Pandangan medis soal tren kecantikan ala TikTok soal ''top teeth speaker'' dan ''bottom teeth speaker''
Penulis: Sindi Dian Wahyuningtias | Publikasi: 16 Mei 2024 - 11:56
Bagikan ke:
TUTURA.ID - Pandangan medis soal tren kecantikan ala TikTok soal ''top teeth speaker'' dan ''bottom teeth speaker''
Kompilasi konten video tren "Top and Bottom Teeth Speaker" di Tik Tok. Paling banyak video ini menggunakan sound Hide Away milik Daya. (Foto: Tangkapan Layar Tik Tok)

Platform media sosial TikTok terus menjadi sumber dari berbagai tren viral. Salah satunya adalah kecantikan. Teranyar adalah top teeth speaker dan bottom teeth speaker,  di mana mengukur kecantikan seseorang dari kemunculan giginya saat sedang berbicara; apakah gigi atasnya kelihatan (top teeth speaker) atau gigi bawahnya (bottom teeth speaker).

Ukuran kecantikan yang nyeleneh ini, sejatinya telah ada sejak Tahun 2022, namun kembali populer dengan kemunculan beberapa pemengaruh kecantikan (beauty influencer) di TikTok baru-baru ini. Mereka membawa kembali topik ini dan segera saja langsung dikonsumsi warganet.

Aktris Megan Fox jadi pemicu awal kembali munculnya tren ini. Saat menjadi bintang tamu dalam acara siniar alias podcast “Call Her Daddy” bersama Alex Cooper (20/3/2024), pemeran Mikaela Banes dalam seri film Transformer ini menyebut dirinya sebagai seorang bottom teeth speaker.

Peraih gelar "Perempuan paling seksi 2008" versi majalah FHM ini dianggap punya cara bicara yang sangat atraktif, kuat, berani, memikat perhatian lawan bicara, dan tentu saja seksi.

Lantaran ingin sama memikatnya dengan Fox, bottom teeth speaker langsung menjadi standar kecantikan baru.
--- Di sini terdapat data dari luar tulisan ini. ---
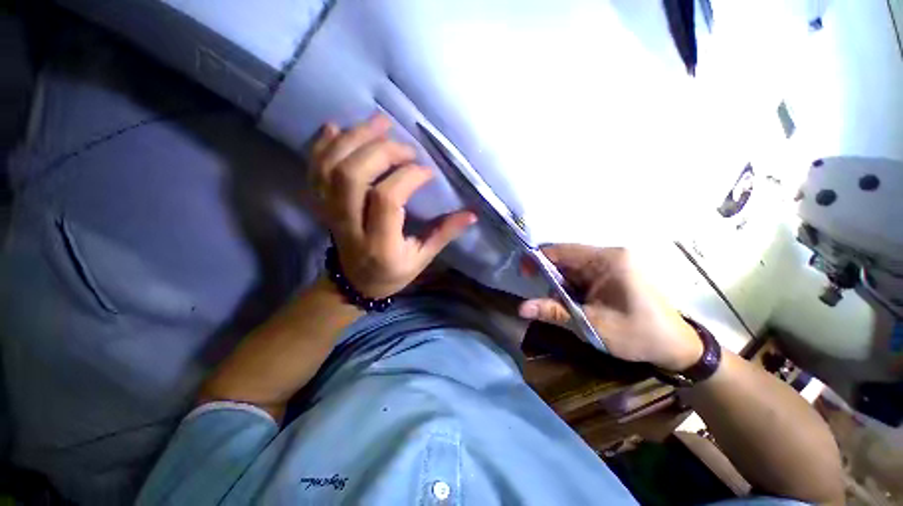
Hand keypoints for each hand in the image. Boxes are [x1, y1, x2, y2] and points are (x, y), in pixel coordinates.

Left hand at [308, 114, 476, 297]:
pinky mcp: (321, 204)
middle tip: (406, 148)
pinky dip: (322, 145)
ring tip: (379, 122)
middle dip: (382, 151)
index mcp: (379, 243)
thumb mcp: (421, 259)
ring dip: (354, 138)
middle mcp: (349, 225)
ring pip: (331, 167)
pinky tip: (336, 128)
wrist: (353, 282)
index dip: (408, 177)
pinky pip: (314, 170)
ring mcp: (329, 212)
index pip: (386, 199)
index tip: (427, 172)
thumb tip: (472, 214)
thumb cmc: (391, 272)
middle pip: (352, 175)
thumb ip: (443, 234)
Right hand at [519, 244, 702, 371]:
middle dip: (551, 279)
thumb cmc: (638, 335)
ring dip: (562, 286)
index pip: (561, 250)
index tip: (524, 275)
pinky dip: (572, 288)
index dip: (538, 259)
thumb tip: (521, 308)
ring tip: (566, 308)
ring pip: (572, 268)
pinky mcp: (613, 273)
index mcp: (606, 260)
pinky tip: (576, 304)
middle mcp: (609, 255)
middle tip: (547, 300)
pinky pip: (582, 275)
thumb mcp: (592, 325)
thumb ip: (555, 312)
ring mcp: (612, 263)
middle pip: (565, 259)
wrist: (676, 348)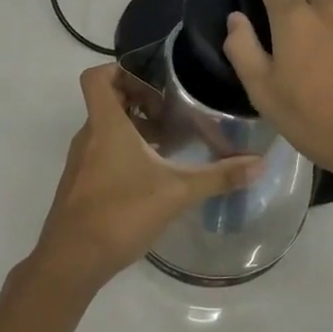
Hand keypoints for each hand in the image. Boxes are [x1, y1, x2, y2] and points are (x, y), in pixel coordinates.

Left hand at [31, 64, 261, 295]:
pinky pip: (101, 152)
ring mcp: (81, 161)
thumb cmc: (121, 213)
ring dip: (133, 128)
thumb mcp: (177, 192)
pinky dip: (123, 152)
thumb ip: (219, 177)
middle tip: (170, 112)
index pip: (96, 77)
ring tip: (168, 144)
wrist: (71, 261)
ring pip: (105, 129)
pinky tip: (150, 176)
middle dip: (138, 101)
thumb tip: (261, 163)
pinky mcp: (80, 184)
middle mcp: (88, 136)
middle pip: (106, 101)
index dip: (119, 70)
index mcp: (106, 125)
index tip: (152, 81)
Topik ini kembali menjadi pembicaraan dan kebanyakan perempuan langsung mengecek apakah dirinya juga termasuk bottom teeth speaker atau tidak.

Kurun dua pekan terakhir sejak awal Mei 2024, pembahasan soal topik ini terus mengemuka, termasuk di Indonesia. Hanya saja ada beberapa perbedaan dibandingkan kemunculan pertamanya. 
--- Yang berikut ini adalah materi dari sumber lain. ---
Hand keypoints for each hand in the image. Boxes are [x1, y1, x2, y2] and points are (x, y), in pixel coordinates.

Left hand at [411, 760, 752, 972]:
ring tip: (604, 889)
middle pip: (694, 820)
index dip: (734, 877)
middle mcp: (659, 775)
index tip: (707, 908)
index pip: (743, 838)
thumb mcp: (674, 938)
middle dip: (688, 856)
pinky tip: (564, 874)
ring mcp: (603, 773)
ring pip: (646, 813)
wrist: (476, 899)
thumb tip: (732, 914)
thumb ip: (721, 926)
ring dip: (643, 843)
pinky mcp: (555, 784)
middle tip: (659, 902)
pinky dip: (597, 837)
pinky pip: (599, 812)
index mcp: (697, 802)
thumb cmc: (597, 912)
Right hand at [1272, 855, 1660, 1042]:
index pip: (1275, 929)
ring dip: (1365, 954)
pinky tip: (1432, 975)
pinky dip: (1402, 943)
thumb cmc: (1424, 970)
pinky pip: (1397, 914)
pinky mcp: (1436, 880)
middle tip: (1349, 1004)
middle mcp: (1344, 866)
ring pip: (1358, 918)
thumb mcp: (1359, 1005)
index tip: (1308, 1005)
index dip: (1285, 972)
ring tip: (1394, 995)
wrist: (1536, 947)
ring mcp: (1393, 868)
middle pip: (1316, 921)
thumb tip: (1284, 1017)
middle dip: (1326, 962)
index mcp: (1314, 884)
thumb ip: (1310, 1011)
Pertama, tren “standar kecantikan ideal” ini lebih banyak menarik beauty influencer Indonesia. Meskipun secara global, tren ini juga muncul di berbagai negara lain dalam waktu yang bersamaan.

Mereka berlomba-lomba memuat konten ini dari berbagai sudut padnang. Ada yang membahas soal sejarah kemunculan tren, menjelaskan soal tren ini apa, hingga memberikan tips bagaimana bisa menjadi seorang top teeth speaker dan bottom teeth speaker.
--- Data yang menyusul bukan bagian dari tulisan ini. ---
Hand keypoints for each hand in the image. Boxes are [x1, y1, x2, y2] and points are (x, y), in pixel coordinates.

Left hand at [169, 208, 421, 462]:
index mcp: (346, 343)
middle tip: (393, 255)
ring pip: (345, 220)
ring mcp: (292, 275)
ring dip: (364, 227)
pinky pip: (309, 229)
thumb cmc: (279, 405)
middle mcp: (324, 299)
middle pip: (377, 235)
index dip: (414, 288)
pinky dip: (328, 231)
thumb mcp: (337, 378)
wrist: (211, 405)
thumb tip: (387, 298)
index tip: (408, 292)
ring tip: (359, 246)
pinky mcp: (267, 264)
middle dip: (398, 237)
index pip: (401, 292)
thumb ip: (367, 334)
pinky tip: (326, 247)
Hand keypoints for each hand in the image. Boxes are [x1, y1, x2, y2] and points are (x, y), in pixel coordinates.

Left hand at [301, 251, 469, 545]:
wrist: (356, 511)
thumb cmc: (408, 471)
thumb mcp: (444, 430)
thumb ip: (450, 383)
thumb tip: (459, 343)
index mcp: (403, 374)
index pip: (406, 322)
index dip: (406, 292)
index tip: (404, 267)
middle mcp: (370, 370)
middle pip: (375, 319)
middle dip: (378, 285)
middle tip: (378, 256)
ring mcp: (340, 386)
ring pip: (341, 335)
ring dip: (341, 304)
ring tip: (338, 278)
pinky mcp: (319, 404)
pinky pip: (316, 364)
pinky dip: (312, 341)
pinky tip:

Untuk memperlihatkan apakah seseorang disebut top teeth speaker atau bottom teeth speaker, mereka membuat video lipsync menggunakan lagu "Hide Away" milik Daya untuk melihat gigi bagian mana yang cenderung lebih terlihat saat menyanyikan lirik lagu tersebut.

Warganet di TikTok meresponsnya dengan membuat video serupa untuk mengetahui apakah dirinya top teeth speaker atau bottom teeth speaker. Begitu seterusnya, hingga tren ini viral di TikTok kemudian merambah ke Instagram.

Kedua, perbedaan yang mencolok antara tren 2022 dan 2024 adalah pergeseran standar kecantikan. Bila dulunya Megan Fox dengan bottom teeth speaker-nya yang paling ideal, maka di Indonesia top teeth speaker dianggap lebih cantik.

Para beauty influencer Indonesia menganggap top teeth speaker lebih menarik karena memberikan kesan lebih muda dan ceria. Sedangkan orang dengan kebiasaan bottom teeth speaker terlihat lebih tua. Tidak disebutkan rujukan ilmiah di balik kesan ini.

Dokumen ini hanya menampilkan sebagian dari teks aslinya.